Looking to my left, I asked “Wedge” (the simplest tool known to man) if he wanted a cup of coffee to accompany the second bag of fried pork rings he had put down. He shook his head, “No,” as the crumbs settled on his chest.

I got out of my seat and stretched back. Looking at the Engineer, I mimed “drinking a cup,” and pointed to him. He didn’t move, so I moved around to his side. The sun was blasting him as well, and his eyes were shut, but you couldn’t tell that behind the dark Ray Ban’s that he had on. I shook him gently on the shoulder, causing him to spasm somewhat. After he settled down, I again motioned that I was going to fetch a cup of the Loadmasters strong coffee, did he want some? His head nodded up and down with a big smile on his face. Shouting into his uncapped headset, I asked, “How do you like it?” He leaned forward and yelled, “I like it, like I like my women!!!” I knew what he meant, “strong,” but I couldn’t resist. “Hey Gunny, we don’t charge for our coffee in the Marine Corps.” He just laughed and motioned for me to move on. Looking behind him, I noticed the Navigator and the Loadmaster playing on the H.F. (High Freq) radio, huddled together. Knowing SSgt. Martin, the Loadmaster, he was talking to his little girlfriend at Base Ops in Rota Spain.

First stop was in the back to get rid of my last couple of cups of “Java Joe.” The young Mech was back on the ramp with the first novel in the series of “Lee’s Lieutenants.” Man, these guys are no dummies with all they read while on the road. After relieving myself of the “Java,” I faced the long trek back, sliding sideways against the wall, and the giant fire engine since it took up most of the room in the cargo bay. The noise from the thin-skinned fuselage and the four turbine engines was deafening. Climbing back up to the flight deck, I notice the Navigator, Cpl. Wheeler, slapping Martin on the back and laughing so loud, I could hear it over the racket of the engines.

Stirring the creamer in my coffee, I handed Gunny his “Strong” black coffee and then moved back into my seat. They were talking on the HF radio, pausing, then more talking, followed by deep bellows of laughter.
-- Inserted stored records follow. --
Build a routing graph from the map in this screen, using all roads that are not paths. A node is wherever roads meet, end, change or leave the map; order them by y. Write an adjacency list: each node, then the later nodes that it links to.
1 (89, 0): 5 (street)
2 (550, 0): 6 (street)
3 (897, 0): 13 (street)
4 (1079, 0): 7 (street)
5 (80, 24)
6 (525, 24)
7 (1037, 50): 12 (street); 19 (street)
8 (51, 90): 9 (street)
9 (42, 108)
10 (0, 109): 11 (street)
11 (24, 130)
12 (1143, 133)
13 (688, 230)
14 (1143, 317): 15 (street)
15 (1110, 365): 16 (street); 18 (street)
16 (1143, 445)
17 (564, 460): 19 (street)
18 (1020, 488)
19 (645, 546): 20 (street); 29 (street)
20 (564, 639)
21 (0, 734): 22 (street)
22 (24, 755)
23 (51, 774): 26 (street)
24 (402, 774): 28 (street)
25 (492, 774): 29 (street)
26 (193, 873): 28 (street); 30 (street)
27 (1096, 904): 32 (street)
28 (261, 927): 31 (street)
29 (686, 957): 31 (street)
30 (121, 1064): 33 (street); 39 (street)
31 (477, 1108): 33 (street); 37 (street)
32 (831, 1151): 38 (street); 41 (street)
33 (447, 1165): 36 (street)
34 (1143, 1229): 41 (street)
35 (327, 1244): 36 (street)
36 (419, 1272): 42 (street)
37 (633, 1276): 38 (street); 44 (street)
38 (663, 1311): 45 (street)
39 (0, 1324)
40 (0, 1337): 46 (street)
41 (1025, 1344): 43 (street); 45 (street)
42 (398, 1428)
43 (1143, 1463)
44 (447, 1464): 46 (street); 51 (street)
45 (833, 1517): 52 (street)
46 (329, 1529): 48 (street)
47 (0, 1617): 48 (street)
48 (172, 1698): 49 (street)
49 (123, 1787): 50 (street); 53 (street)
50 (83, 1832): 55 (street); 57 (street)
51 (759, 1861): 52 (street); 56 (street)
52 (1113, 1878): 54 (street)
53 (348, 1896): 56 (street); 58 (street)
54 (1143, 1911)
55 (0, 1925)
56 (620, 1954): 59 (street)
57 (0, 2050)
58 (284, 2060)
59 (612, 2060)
I grabbed my headset and turned the selector switch to H.F. “One,” so I could hear what was going on.

Over the radio, there was all sorts of excited chatter back and forth, but as I listened, I realized they were listening to C.B. channel 19 down below us as we were directly over Highway 20. “Breaker, Breaker,” SSgt. Martin, imitating his best “Dukes of Hazzard” country accents, “Hey Big Silver you up good buddy???” SSgt. Martin then releases the microphone switch and waits. It didn’t take long until “Big Silver” came up on the radio and he was mad!! I guess a lot had changed since the 70s when the movie “Convoy” was on the big screen, and “Good buddy” was the thing to say; now it’s the same as calling the guy GAY!!

“Big Silver” came back over the radio, “Hey, jerkweed, you tell me your twenty and I’ll beat you into next week!!”

SSgt. Martin, keys the mic again. “I’m right behind you asswipe, just where you probably like it!!” This really got “Big Silver” on the roll as he described in very vivid terms what he was going to do to Martin when he caught him, but right in the middle of his rant, Martin keys the microphone switch sending like a hundred and twenty one million gigawatts of power back down into his tiny C.B. radio. He releases the switch and then keys it again, “Hey Big Silver, you up.??? No answer, dead silence.

Actually, I think our radio puts out something like 300 watts of power, enough to talk to the other side of the planet, and a C.B. produces maybe 5 watts. Not sure about the mechanics of it all, but I guess that much power coming back into a trucker’s CB would fry the fuse in the trucker’s radio taking him out of action. After they chuckled again, they would listen for the next victim and pick out the “handle” of the poor trucker who was unaware that he was about to be ambushed.

“Wedge” keyed his mic, “What’s going on back there?” motioning over his right shoulder towards the Loadmaster and Navigator.

I reach over with a smile on my face and key the ICS, “Oh, nothing, the kids are just chatting with the locals, making friends as we pass through and weeding rude truckers out of the gene pool.”